● EXERCISE DETAILS
Please return every line in the following data that includes the string "Aníbal".

═══ GIVEN RECORDS ═══

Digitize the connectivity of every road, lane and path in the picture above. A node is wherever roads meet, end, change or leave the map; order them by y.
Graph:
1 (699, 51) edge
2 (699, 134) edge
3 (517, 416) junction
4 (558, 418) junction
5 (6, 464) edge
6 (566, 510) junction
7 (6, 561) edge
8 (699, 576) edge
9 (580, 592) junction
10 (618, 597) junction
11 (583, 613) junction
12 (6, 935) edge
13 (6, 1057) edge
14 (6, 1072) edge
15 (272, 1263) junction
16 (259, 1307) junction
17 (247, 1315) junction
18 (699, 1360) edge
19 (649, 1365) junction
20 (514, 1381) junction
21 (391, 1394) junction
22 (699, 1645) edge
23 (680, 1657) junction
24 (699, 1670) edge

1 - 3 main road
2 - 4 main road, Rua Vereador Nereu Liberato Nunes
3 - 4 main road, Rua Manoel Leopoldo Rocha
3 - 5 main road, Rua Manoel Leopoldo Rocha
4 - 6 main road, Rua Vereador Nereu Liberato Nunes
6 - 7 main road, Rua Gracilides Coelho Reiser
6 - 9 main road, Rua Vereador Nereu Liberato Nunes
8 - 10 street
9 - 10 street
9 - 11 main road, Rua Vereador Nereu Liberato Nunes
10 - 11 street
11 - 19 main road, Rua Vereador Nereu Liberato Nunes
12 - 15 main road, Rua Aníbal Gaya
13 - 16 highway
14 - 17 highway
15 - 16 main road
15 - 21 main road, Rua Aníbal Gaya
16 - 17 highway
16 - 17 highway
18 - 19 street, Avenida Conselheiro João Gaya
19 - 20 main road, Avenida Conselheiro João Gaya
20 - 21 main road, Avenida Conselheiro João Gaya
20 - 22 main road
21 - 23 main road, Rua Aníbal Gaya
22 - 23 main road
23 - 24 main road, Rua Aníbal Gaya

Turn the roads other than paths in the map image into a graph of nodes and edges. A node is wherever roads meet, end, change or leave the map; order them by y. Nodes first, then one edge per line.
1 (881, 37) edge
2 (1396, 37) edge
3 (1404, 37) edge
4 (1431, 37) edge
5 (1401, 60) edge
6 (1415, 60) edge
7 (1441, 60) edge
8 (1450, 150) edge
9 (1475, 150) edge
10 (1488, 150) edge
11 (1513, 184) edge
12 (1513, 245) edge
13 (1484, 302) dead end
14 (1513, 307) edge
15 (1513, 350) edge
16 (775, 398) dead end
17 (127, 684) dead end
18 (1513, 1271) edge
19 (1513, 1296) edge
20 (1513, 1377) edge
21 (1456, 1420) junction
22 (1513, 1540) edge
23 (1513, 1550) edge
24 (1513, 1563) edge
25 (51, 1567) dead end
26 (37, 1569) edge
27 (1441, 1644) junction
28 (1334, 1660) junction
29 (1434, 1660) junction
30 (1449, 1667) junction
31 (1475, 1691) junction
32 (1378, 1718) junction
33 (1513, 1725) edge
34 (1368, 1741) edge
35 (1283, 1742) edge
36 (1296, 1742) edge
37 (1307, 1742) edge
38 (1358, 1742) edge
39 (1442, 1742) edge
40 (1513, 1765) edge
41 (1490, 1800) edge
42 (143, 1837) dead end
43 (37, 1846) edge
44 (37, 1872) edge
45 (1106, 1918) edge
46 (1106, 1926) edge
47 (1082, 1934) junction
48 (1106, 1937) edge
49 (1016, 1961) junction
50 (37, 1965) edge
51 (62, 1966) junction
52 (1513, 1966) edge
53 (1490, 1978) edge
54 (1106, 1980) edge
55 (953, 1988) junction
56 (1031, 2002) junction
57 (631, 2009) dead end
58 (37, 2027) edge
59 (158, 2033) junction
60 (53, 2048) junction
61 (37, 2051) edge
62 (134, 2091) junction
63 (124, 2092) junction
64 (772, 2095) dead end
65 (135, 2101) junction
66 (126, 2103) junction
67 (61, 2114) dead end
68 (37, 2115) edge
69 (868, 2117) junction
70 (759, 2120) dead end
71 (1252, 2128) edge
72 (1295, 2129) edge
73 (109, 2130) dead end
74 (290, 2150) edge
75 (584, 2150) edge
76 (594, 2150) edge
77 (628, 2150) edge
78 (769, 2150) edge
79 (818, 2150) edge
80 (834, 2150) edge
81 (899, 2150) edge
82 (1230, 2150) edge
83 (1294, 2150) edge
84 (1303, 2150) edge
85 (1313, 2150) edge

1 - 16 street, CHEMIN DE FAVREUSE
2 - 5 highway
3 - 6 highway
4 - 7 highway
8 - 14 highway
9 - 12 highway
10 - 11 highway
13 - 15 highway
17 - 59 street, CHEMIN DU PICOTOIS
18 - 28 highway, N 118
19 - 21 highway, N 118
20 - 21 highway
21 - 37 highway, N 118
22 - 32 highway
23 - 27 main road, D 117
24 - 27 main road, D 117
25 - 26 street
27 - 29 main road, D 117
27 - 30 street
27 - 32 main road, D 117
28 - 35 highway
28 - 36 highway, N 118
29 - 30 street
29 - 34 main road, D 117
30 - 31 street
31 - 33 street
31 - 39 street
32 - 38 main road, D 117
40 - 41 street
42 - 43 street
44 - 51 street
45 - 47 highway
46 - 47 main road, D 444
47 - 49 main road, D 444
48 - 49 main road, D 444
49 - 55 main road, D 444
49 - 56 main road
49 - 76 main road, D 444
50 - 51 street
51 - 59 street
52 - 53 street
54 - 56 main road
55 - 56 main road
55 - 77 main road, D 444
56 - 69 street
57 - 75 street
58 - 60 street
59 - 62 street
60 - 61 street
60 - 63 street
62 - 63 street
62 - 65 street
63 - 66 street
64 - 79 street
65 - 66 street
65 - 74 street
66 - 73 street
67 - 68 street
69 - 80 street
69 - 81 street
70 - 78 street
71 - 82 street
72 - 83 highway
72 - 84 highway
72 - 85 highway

═══

● RESULT OF THIS EXERCISE
12 - 15 main road, Rua Aníbal Gaya
15 - 21 main road, Rua Aníbal Gaya
21 - 23 main road, Rua Aníbal Gaya
23 - 24 main road, Rua Aníbal Gaya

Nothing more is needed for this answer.